? Petunjuk Arah ke Kantor Desa Taro
Loading...
 
 
read-more

PEMERINTAH DESA TARO PERKUAT PEMAHAMAN TPK DALAM PEMBINAAN TA 2026 TEGASKAN ASPEK HUKUM TEKNIS DAN INTEGRITAS

Taro, 24 Februari 2026 – Pemerintah Desa Taro, Kecamatan Tegallalang, Kabupaten Gianyar, melaksanakan kegiatan Pembinaan Tim Pelaksana Kegiatan (TPK) Tahun Anggaran 2026 yang bertempat di Ruangan Rapat Kantor Desa Taro. Kegiatan ini merupakan langkah strategis untuk memperkuat kapasitas pelaksana kegiatan fisik desa agar berjalan sesuai regulasi, profesional, dan akuntabel.

Rapat pembinaan menghadirkan Tenaga Ahli Pemberdayaan Masyarakat Kabupaten Gianyar, I Gusti Ngurah Putu Widyaarta, serta Pendamping Desa Taro, Ni Wayan Eka Anggawati. Keduanya menyampaikan materi komprehensif terkait aspek hukum, teknis pelaksanaan, hingga penguatan integritas Tim Pelaksana Kegiatan.
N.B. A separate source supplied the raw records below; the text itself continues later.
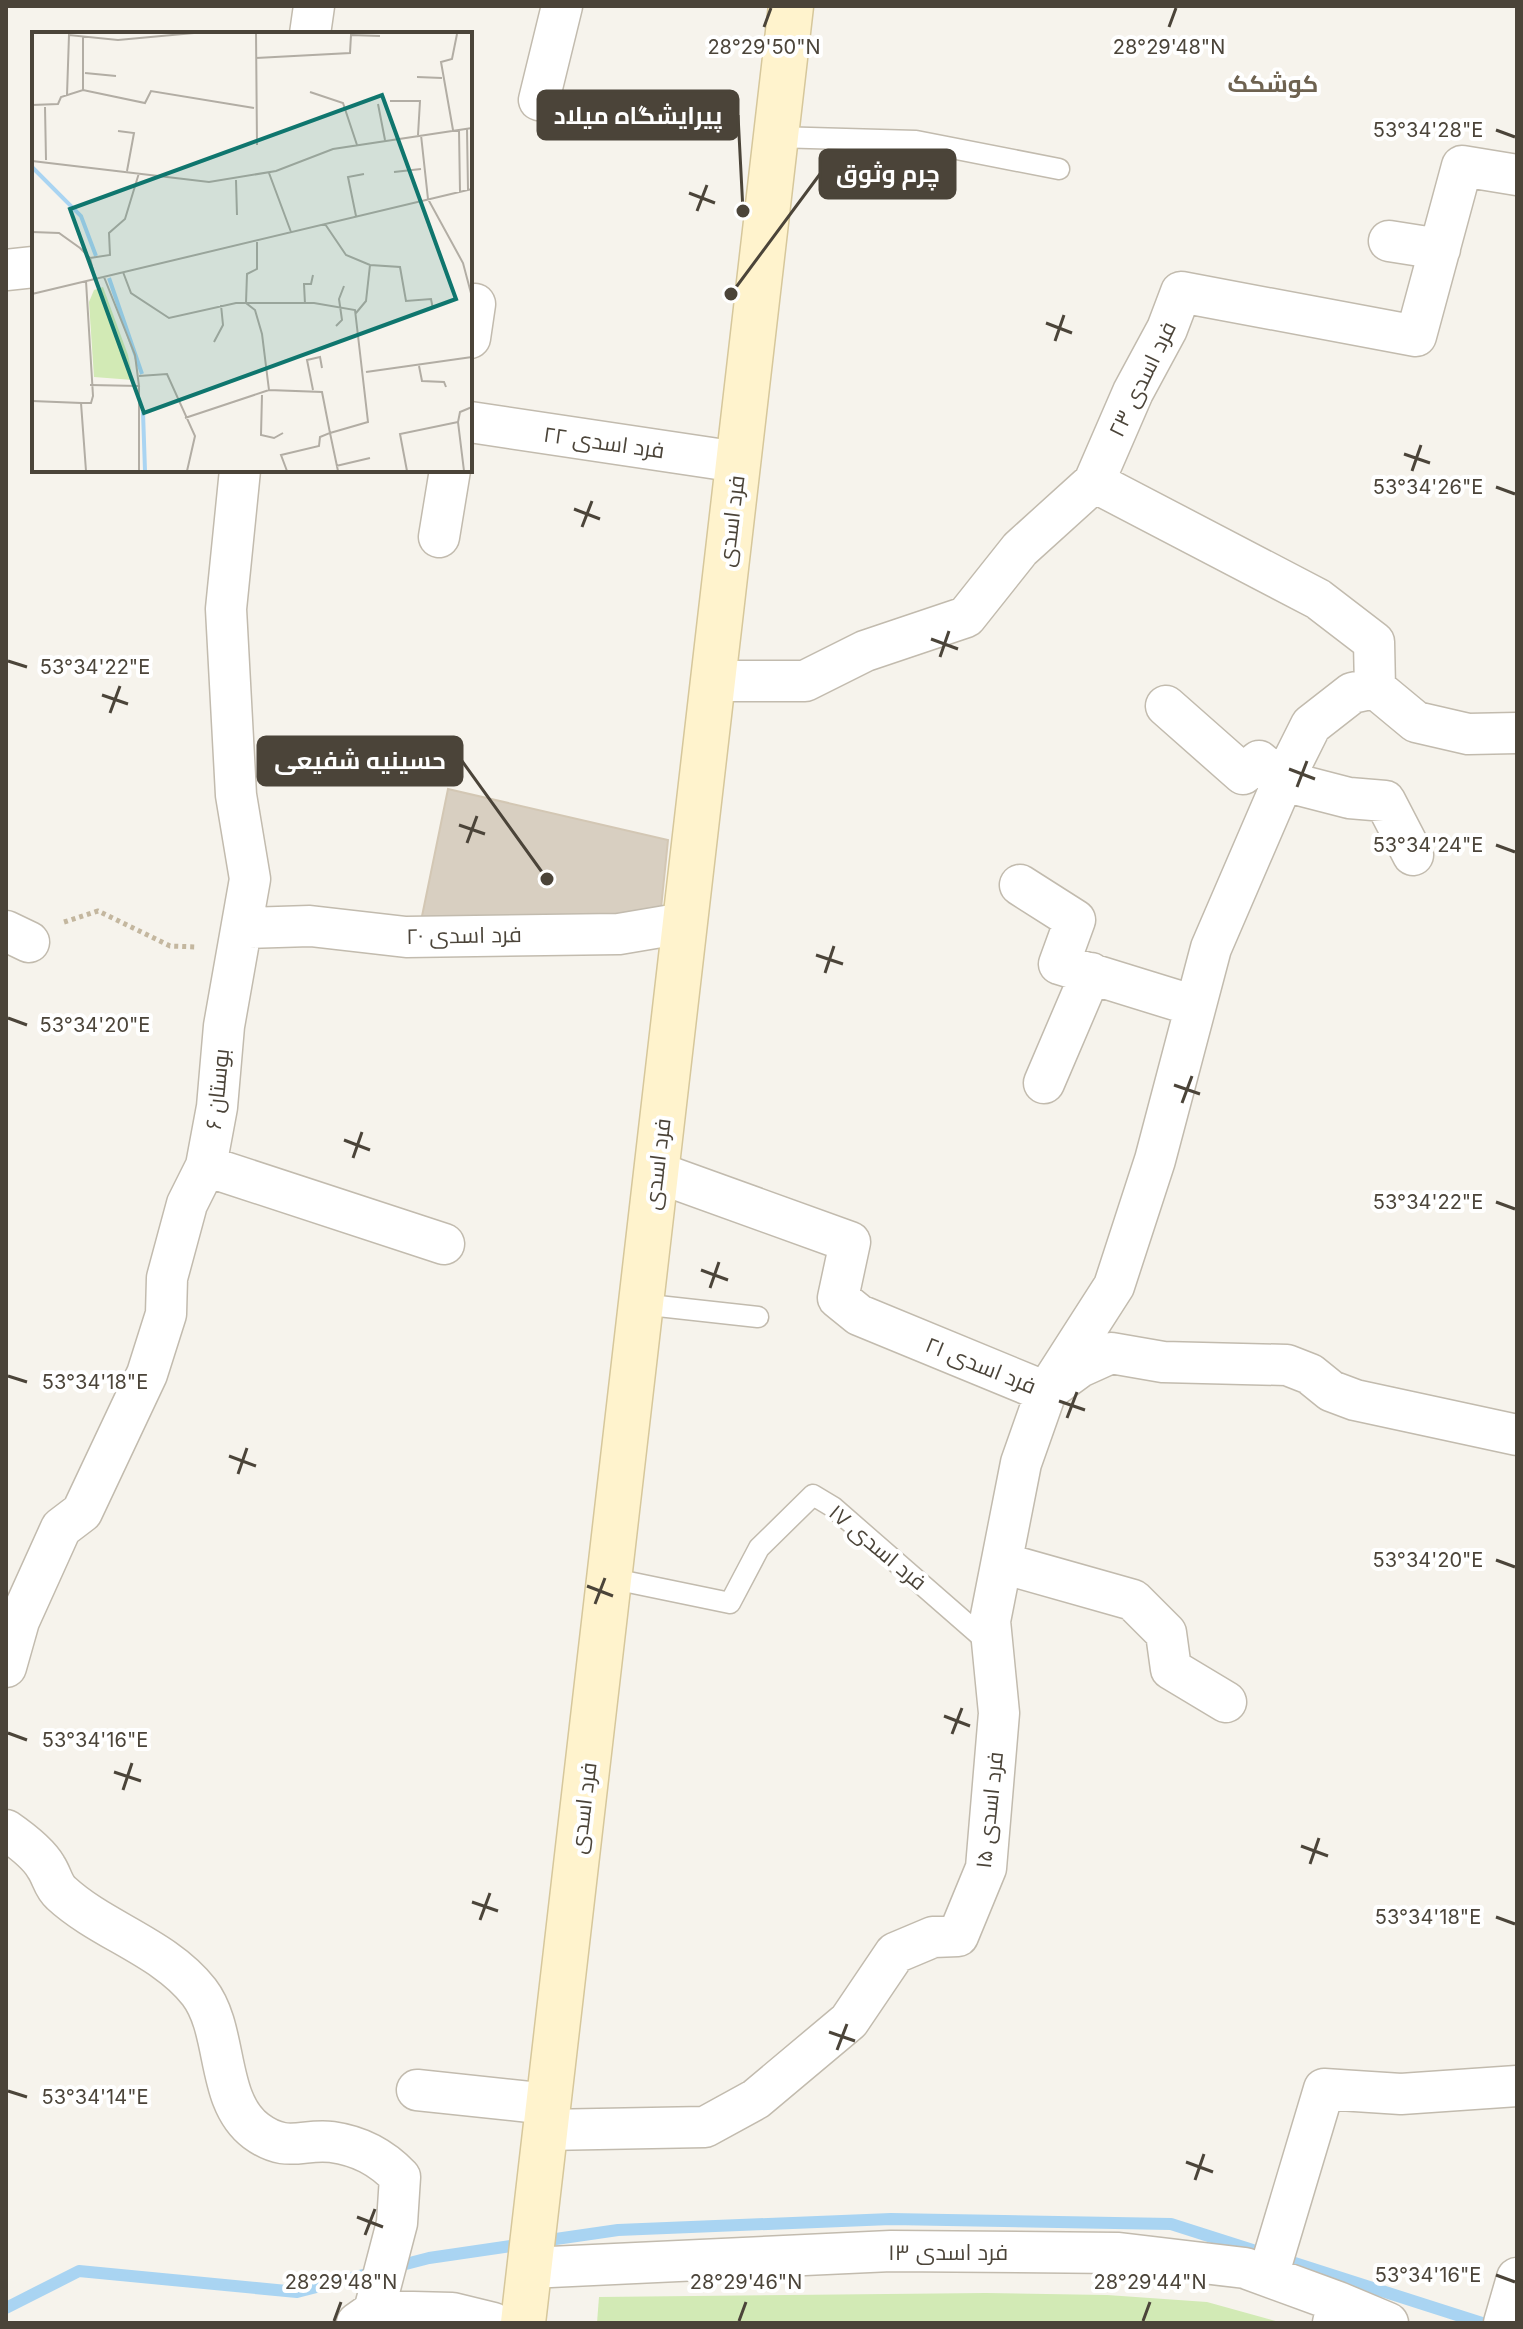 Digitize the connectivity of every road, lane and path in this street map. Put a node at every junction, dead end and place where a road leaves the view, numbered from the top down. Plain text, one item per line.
1 (314, 6) edge
2 (562, 6) edge
3 (791, 6) edge
4 (310, 32) edge
5 (539, 100) dead end
6 (775, 137) junction
7 (1059, 169) dead end
8 (1517, 175) edge
9 (1389, 241) dead end
10 (1440, 249) junction
11 (32, 267) edge
12 (6, 270) edge
13 (472, 422) edge
14 (738, 462) junction
15 (240, 472) edge
16 (450, 472) edge
17 (1094, 482) junction
18 (439, 537) dead end
19 (712, 681) junction
20 (1375, 688) junction
21 (1166, 706) dead end
22 (1517, 733) edge
23 (1283, 781) junction
24 (1413, 855) dead end
25 (1020, 885) dead end
26 (684, 923) junction
27 (243, 928) junction
28 (17, 936) edge
29 (1091, 973) junction
30 (1195, 1006) junction
31 (1044, 1083) dead end
32 (206, 1166) junction
33 (656, 1172) junction
34 (444, 1244) dead end
35 (640, 1304) junction
36 (758, 1317) dead end
37 (1046, 1392) junction
38 (1517, 1435) edge
39 (1002, 1563) junction
40 (609, 1578) junction
41 (992, 1646) junction
42 (6, 1667) edge
43 (1226, 1702) dead end
44 (6, 1830) edge
45 (1517, 2086) edge
46 (417, 2090) dead end
47 (547, 2117) junction
48 (530, 2267) junction
49 (1268, 2276) junction
50 (1517, 2278) edge
51 (1335, 2312) edge
52 (366, 2317) edge
53 (493, 2323) edge
54 (523, 2323) edge
55 (1388, 2323) edge
56 (1504, 2323) edge

1 - 4 street
2 - 5 street
3 - 6 main road, فرد اسدی
6 - 7 lane
6 - 14 main road, فرد اسدی
8 - 10 street, فرد اسدی ۲۳
9 - 10 street
10 - 17 street, فرد اسدی ۲۳
11 - 12 street
13 - 14 street, فرد اسدی ۲۲
14 - 19 main road, فرد اسدی
15 - 27 street, بوستان ۶
16 - 18 street
17 - 19 street, فرد اسدی ۲۳
17 - 20 street
19 - 26 main road, فرد اسدی
20 - 22 street
20 - 23 street, فرد اسدی ۱۵
21 - 23 street
23 - 24 street
23 - 30 street, فرد اسدی ۱۵
25 - 29 street
26 - 27 street, فرد اسدی ۲۰
26 - 33 main road, فرد اسدی
27 - 28 path
27 - 32 street, بوستان ۶
29 - 30 street
29 - 31 street
30 - 37 street, فرد اسدی ۱۵
32 - 34 street
32 - 42 street, بوستان ۶
33 - 35 main road, فرد اسدی
33 - 37 street, فرد اسدی ۲۱
35 - 36 lane
35 - 40 main road, فرد اسدی
37 - 38 street, فرد اسدی ۲۱
37 - 39 street, فرد اسدی ۱۵
39 - 41 street, فرد اسدی ۱۵
39 - 43 street
40 - 41 lane, فرد اسدی ۱۷
40 - 47 main road, فرد اسدی
41 - 47 street, فرد اسدی ۱۵
44 - 52 street
45 - 49 street
46 - 47 street
47 - 48 main road, فرد اسدی
48 - 49 street, فرد اسدی ۱۳
48 - 54 main road, فرد اسدی
49 - 51 street, فرد اسدی ۱۳
50 - 56 street
51 - 55 street, فرد اسدی ۱۳
52 - 53 street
Kedudukan dan Dasar Hukum TPK

TPK merupakan unsur pelaksana kegiatan yang dibentuk oleh Kepala Desa untuk melaksanakan kegiatan yang bersumber dari APBDes. Kedudukan dan kewenangannya berlandaskan pada:

  • Undang-Undang Nomor 6 Tahun 2014 tentang Desa;
  • Peraturan Pemerintah Nomor 43 Tahun 2014;
  • Peraturan Menteri Dalam Negeri Nomor 20 Tahun 2018;
  • Peraturan LKPP Nomor 12 Tahun 2019;
  • Peraturan Bupati Gianyar Nomor 21 Tahun 2020.

Kerangka regulasi tersebut menegaskan bahwa TPK bertanggung jawab secara administratif dan teknis dalam pelaksanaan kegiatan pembangunan desa.


Siklus Kerja dan Tanggung Jawab TPK

Dalam pembinaan dijelaskan bahwa TPK bekerja melalui satu siklus manajemen kegiatan yang sistematis, meliputi:

  1. Perencanaan teknis, berdasarkan RKPDes dan APBDes;
  2. Persiapan pengadaan, termasuk survei harga dan penyusunan RAB;
  3. Pelaksanaan pekerjaan, sesuai spesifikasi teknis dan jadwal;
  4. Pengendalian mutu dan progres pekerjaan;
  5. Pelaporan dan pertanggungjawaban, termasuk penyusunan berita acara dan dokumentasi.

TPK tidak hanya bertugas membangun secara fisik, tetapi juga memastikan tertib administrasi sebagai bentuk pertanggungjawaban publik.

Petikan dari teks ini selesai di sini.